■ EXERCISE DETAILS: Filter out every line below that lacks "民和路二段", and copy the rest.

■ MATERIAL FOR THIS EXERCISE:
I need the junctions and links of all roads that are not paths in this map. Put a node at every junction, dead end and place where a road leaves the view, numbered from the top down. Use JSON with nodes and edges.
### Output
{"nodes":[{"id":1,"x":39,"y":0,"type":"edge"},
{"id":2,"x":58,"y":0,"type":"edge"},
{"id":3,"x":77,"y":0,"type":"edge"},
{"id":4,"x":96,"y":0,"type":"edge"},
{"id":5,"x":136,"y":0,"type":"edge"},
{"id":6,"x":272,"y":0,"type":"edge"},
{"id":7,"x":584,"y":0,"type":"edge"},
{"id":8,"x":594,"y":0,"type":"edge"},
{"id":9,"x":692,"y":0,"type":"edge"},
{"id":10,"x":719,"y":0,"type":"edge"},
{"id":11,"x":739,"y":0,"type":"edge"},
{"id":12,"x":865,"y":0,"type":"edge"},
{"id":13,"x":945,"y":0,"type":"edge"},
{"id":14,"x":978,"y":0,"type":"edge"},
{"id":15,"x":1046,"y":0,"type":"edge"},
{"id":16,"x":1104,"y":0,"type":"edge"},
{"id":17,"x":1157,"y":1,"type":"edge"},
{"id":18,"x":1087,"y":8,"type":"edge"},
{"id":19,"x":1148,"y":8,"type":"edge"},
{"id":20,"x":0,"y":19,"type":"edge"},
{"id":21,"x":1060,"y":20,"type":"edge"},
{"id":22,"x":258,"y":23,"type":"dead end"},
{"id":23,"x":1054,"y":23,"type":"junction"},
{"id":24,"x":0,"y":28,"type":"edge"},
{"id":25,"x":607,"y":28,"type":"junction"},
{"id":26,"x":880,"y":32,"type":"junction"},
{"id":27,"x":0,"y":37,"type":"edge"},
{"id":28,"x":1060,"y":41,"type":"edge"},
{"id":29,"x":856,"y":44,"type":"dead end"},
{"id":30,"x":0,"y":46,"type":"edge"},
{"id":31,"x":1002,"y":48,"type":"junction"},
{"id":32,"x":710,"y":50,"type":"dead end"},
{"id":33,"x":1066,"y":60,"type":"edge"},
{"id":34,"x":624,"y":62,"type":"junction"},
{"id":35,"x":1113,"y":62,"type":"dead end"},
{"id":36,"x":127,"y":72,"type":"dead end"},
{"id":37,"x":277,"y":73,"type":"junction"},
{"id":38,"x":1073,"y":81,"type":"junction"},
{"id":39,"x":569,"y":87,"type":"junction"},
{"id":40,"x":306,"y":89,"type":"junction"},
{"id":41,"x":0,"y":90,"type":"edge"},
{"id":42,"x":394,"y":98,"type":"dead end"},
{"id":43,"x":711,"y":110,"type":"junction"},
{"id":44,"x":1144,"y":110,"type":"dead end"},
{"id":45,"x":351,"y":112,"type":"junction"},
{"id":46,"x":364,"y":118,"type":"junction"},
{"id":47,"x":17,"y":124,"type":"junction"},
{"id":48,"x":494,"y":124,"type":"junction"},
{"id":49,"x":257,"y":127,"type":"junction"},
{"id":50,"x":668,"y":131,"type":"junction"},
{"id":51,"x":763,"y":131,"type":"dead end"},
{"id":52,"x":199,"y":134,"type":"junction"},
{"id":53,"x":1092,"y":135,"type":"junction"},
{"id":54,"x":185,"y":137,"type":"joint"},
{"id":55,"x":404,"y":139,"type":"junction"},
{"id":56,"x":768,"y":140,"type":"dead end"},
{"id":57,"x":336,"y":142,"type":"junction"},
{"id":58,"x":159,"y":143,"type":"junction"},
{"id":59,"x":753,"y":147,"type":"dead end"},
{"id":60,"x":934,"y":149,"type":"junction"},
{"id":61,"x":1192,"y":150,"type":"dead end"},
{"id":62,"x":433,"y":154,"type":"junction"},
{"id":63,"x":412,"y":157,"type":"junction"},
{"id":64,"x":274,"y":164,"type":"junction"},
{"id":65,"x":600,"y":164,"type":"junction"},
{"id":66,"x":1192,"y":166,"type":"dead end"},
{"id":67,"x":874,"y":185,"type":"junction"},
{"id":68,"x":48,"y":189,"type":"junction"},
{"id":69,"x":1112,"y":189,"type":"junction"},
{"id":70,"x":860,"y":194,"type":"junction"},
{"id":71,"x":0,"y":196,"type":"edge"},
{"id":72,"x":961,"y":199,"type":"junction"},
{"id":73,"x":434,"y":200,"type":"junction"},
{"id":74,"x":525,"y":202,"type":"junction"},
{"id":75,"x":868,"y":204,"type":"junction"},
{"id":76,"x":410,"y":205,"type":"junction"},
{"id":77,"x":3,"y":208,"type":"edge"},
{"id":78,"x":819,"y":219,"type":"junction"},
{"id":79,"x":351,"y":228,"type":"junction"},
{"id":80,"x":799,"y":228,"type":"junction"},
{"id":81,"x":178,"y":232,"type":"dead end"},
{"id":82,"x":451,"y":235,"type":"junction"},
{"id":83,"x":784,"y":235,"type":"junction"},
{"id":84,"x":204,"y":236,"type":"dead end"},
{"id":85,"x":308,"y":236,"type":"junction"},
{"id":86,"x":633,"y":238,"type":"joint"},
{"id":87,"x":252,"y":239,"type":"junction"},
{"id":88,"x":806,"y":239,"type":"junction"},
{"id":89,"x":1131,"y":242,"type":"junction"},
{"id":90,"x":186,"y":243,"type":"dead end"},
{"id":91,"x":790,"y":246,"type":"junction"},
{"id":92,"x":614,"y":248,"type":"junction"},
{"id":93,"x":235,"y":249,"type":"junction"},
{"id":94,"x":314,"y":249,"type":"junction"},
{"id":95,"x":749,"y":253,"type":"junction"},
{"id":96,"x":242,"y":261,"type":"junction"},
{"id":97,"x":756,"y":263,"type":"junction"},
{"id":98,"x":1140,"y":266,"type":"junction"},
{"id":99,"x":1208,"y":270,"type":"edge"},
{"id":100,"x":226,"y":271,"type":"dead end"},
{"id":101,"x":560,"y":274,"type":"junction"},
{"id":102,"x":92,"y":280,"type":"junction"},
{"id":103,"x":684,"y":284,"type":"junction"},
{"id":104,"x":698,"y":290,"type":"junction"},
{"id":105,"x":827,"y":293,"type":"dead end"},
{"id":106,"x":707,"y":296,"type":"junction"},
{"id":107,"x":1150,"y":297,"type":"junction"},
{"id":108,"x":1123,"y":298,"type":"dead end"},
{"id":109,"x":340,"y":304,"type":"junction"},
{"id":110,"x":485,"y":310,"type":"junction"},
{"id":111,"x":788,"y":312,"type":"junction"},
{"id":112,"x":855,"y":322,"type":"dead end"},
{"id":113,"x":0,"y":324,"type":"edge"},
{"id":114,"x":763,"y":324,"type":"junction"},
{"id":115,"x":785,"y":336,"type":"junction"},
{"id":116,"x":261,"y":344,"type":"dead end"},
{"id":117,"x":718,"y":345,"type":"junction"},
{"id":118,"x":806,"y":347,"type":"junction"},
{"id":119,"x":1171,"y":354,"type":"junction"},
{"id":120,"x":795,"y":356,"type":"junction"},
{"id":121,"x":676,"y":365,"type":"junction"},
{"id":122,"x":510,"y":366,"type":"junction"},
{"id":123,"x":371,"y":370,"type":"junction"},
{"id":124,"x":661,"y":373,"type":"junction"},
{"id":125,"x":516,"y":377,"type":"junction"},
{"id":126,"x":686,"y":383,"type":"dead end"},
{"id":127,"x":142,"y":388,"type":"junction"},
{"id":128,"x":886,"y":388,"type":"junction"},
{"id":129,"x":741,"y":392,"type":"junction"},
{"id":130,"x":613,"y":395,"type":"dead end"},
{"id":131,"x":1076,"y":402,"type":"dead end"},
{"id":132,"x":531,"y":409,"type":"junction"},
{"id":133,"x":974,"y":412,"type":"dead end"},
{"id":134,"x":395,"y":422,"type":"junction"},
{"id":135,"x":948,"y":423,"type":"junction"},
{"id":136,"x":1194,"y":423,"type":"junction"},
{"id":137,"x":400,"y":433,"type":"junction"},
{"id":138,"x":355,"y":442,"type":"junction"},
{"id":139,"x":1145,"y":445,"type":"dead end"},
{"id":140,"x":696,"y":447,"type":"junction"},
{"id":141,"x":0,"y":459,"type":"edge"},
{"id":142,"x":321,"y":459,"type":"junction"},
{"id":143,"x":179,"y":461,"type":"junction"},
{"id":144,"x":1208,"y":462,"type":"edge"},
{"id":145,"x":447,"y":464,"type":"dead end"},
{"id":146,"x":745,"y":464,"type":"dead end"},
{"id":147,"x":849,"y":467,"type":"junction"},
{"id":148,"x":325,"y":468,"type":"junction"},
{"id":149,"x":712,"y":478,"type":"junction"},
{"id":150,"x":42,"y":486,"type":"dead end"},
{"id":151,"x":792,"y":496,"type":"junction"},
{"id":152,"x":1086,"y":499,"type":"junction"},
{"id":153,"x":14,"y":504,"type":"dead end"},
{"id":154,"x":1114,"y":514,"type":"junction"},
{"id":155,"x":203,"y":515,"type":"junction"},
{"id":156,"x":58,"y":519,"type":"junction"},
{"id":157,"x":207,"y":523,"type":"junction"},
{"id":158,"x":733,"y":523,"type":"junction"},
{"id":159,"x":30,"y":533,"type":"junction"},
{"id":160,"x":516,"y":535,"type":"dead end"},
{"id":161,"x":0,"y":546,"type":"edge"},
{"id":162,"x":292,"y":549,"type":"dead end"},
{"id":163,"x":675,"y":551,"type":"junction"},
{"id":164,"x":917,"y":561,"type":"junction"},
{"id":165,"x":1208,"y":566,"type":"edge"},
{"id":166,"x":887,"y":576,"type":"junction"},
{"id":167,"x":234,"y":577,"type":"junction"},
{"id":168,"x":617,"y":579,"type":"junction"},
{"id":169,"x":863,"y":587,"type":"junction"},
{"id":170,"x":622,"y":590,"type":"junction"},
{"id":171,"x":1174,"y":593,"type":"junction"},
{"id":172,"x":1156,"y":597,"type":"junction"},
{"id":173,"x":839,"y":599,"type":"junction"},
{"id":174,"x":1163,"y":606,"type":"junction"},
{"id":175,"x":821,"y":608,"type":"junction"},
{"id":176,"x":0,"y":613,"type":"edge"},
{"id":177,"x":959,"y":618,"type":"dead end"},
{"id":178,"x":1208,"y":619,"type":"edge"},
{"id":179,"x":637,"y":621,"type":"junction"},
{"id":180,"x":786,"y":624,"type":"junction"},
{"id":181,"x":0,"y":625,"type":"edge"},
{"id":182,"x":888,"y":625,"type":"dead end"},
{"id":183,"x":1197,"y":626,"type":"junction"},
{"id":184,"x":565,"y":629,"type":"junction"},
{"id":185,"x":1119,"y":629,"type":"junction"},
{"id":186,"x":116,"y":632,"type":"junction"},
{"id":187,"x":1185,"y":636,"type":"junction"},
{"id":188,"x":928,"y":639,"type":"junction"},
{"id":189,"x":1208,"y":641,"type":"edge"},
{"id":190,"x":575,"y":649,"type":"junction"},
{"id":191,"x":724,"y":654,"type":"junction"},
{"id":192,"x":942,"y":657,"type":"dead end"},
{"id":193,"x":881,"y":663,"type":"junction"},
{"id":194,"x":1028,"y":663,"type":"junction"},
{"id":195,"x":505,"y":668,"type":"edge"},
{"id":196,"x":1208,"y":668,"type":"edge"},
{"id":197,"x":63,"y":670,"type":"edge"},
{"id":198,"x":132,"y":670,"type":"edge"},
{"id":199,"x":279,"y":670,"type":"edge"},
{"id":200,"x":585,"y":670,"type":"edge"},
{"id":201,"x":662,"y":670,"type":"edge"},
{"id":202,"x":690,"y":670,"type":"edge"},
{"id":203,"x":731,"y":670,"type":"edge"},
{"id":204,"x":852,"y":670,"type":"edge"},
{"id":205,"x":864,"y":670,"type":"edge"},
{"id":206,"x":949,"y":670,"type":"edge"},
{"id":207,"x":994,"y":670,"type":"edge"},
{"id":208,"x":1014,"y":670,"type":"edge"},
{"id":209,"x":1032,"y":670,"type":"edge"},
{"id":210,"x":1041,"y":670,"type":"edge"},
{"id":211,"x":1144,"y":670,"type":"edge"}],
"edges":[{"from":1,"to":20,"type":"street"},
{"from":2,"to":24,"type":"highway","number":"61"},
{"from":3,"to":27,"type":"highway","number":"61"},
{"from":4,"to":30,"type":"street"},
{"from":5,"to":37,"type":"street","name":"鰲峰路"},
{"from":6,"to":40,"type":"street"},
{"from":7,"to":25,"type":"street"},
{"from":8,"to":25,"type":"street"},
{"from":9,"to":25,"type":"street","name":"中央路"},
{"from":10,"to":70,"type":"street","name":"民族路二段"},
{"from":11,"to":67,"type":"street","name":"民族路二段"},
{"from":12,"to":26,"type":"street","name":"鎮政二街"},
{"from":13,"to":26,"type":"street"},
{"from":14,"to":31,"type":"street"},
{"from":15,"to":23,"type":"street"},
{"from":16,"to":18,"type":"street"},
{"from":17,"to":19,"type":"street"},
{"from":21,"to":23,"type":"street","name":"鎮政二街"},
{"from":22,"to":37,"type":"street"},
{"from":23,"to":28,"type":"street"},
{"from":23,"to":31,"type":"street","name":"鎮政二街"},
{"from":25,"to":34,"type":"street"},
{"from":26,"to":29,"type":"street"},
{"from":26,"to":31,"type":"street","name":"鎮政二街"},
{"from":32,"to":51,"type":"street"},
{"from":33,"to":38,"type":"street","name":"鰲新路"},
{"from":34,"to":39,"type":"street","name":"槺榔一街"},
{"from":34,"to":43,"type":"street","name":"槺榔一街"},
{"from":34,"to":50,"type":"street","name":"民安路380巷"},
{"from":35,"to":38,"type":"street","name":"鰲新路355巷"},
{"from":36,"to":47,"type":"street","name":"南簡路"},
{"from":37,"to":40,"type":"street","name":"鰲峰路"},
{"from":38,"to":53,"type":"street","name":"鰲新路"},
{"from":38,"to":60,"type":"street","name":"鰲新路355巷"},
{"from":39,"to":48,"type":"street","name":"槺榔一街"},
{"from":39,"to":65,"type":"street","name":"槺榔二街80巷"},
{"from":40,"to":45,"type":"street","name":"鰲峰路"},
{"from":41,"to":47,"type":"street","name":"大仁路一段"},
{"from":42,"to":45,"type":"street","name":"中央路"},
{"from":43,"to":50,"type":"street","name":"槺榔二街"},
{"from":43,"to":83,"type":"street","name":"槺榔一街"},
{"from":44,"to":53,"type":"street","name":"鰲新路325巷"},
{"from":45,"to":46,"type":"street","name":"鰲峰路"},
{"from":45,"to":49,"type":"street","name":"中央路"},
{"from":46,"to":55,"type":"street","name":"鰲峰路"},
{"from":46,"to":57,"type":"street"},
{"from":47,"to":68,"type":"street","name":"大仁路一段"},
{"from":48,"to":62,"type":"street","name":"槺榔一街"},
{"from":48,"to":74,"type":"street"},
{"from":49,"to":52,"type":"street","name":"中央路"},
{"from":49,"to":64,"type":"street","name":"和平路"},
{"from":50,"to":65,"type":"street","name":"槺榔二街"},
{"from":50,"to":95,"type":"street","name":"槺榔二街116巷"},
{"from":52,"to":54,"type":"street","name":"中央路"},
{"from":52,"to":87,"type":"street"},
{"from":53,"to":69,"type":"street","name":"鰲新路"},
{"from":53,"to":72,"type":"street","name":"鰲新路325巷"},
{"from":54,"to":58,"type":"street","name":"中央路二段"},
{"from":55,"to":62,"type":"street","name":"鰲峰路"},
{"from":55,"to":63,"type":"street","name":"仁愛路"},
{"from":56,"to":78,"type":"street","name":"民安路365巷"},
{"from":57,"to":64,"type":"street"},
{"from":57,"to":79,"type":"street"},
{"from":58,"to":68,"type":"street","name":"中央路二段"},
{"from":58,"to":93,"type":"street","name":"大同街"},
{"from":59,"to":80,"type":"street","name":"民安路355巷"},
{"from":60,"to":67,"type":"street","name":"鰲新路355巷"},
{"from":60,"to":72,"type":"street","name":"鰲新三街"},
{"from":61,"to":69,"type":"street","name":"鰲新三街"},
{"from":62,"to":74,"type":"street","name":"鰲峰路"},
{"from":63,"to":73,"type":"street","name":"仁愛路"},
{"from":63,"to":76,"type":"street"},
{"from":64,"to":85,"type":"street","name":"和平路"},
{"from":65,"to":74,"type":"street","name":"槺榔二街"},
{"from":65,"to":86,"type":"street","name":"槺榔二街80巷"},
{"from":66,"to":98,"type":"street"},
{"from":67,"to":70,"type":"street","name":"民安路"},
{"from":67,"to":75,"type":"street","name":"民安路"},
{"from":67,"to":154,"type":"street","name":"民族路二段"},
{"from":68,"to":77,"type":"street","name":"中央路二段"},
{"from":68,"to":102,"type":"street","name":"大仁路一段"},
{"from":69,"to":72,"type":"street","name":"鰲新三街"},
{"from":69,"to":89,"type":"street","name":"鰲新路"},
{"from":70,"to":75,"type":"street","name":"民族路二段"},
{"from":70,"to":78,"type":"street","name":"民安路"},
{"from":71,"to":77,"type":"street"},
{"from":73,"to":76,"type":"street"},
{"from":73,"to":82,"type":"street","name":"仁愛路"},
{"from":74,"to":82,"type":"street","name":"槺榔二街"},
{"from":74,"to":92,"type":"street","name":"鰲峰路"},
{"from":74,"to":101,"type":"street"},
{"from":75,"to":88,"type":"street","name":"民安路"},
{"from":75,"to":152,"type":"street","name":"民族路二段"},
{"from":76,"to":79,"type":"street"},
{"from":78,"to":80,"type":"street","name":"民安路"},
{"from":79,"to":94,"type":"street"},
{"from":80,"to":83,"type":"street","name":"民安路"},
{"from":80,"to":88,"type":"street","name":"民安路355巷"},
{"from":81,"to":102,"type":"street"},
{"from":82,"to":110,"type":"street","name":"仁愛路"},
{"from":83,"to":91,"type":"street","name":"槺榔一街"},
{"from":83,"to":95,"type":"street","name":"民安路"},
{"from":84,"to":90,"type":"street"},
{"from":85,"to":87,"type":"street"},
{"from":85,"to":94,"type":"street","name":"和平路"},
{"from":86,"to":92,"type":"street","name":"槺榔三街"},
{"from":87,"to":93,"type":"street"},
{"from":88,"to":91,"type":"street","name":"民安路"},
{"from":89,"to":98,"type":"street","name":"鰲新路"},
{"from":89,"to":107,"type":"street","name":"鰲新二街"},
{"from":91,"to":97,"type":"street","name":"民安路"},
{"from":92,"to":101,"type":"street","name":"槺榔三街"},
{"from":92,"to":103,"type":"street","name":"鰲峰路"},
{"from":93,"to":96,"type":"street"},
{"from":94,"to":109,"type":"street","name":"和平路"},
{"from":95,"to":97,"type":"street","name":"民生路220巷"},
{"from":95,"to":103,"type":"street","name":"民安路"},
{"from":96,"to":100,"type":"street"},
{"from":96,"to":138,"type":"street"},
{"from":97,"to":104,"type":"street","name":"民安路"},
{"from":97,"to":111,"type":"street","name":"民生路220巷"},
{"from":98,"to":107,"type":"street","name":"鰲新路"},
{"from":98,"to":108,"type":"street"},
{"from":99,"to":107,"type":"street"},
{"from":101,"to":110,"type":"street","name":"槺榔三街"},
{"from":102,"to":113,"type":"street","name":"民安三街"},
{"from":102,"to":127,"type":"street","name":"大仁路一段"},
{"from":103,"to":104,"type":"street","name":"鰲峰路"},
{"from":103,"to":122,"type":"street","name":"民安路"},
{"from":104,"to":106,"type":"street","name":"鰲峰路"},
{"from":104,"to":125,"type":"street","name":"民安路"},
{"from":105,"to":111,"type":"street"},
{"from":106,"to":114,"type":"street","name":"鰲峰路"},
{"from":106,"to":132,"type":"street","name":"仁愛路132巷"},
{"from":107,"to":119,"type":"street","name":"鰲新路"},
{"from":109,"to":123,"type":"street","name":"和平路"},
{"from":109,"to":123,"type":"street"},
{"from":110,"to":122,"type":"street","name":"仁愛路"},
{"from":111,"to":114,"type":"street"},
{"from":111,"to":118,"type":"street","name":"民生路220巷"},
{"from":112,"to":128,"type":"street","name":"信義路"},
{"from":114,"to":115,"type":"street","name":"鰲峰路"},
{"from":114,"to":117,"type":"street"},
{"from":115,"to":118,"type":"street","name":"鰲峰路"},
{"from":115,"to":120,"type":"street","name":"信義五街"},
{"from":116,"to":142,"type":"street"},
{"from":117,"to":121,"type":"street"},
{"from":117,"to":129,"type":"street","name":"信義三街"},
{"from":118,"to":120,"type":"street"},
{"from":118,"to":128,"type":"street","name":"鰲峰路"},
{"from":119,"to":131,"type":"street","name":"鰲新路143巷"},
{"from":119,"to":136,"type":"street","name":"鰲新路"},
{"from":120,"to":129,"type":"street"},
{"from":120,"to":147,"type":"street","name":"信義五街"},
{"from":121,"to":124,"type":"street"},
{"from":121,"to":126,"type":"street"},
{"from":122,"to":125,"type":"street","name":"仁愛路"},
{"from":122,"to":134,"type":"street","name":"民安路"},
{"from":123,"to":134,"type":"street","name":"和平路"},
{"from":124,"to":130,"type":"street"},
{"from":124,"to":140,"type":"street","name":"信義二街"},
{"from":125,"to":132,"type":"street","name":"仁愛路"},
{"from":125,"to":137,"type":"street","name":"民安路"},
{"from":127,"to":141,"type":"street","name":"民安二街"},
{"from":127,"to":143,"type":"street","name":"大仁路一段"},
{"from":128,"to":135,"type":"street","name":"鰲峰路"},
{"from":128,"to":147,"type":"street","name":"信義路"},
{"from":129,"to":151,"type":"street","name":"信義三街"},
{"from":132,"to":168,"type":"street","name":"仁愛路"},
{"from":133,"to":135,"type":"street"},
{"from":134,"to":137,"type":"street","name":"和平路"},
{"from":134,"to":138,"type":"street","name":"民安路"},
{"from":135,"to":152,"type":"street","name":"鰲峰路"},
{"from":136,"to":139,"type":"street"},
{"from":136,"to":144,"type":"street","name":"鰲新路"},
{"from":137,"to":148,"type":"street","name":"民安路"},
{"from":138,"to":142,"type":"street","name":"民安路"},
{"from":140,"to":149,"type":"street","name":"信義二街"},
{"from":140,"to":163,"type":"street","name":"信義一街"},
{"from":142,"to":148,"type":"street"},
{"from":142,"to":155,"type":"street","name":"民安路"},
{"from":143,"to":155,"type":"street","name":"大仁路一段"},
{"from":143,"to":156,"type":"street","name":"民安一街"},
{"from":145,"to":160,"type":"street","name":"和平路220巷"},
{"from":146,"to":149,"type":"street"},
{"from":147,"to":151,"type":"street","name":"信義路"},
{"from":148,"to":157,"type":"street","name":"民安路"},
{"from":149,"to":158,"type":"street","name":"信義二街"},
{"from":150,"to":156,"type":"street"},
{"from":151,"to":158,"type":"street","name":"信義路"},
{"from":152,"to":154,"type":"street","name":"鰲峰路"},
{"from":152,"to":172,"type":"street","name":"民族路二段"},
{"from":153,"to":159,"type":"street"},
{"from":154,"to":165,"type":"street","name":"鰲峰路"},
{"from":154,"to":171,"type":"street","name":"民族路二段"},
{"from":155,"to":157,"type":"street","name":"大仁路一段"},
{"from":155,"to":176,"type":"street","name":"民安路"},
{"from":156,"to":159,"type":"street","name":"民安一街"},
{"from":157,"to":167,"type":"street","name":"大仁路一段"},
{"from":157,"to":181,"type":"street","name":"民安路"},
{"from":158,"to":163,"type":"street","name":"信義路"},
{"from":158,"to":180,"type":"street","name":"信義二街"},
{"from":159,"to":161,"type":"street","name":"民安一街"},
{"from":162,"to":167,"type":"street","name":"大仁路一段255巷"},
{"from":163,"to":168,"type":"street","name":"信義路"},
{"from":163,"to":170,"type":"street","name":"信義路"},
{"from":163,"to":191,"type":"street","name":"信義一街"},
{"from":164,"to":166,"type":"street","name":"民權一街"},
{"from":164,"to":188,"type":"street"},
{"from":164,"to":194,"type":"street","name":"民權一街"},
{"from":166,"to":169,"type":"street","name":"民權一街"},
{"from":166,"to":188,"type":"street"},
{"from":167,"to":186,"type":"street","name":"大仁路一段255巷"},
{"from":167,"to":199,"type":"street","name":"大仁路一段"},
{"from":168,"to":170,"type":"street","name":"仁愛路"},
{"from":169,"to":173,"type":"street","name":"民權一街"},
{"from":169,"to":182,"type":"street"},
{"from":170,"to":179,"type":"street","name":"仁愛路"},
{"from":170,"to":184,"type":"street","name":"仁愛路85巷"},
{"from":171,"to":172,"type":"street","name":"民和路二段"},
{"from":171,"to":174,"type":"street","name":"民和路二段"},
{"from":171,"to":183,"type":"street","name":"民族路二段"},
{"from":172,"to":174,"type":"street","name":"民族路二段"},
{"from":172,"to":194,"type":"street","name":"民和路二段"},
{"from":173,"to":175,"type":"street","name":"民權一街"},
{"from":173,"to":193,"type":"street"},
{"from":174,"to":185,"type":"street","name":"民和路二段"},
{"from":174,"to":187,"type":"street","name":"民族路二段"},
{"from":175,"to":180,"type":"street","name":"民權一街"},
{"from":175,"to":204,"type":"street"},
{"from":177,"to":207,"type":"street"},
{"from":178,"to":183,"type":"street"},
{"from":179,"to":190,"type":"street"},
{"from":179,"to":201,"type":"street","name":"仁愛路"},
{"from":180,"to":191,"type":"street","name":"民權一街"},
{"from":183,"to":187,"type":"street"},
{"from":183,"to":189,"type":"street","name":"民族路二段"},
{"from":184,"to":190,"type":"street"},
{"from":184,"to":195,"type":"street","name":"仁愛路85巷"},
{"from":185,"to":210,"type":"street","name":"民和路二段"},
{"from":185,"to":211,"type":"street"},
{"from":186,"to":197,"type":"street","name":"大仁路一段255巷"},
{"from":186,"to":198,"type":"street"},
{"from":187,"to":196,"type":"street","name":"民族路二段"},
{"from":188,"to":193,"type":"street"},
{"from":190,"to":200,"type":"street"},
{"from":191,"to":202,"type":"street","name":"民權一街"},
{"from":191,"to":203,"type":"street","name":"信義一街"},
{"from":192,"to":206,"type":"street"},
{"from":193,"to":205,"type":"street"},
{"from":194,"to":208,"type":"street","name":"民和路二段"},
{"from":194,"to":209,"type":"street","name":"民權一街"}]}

■ ANSWER FOR THE TASK:
{"from":171,"to":172,"type":"street","name":"民和路二段"},
{"from":171,"to":174,"type":"street","name":"民和路二段"},
{"from":172,"to":194,"type":"street","name":"民和路二段"},
{"from":174,"to":185,"type":"street","name":"民和路二段"},
{"from":185,"to":210,"type":"street","name":"民和路二段"},
{"from":194,"to":208,"type":"street","name":"民和路二段"},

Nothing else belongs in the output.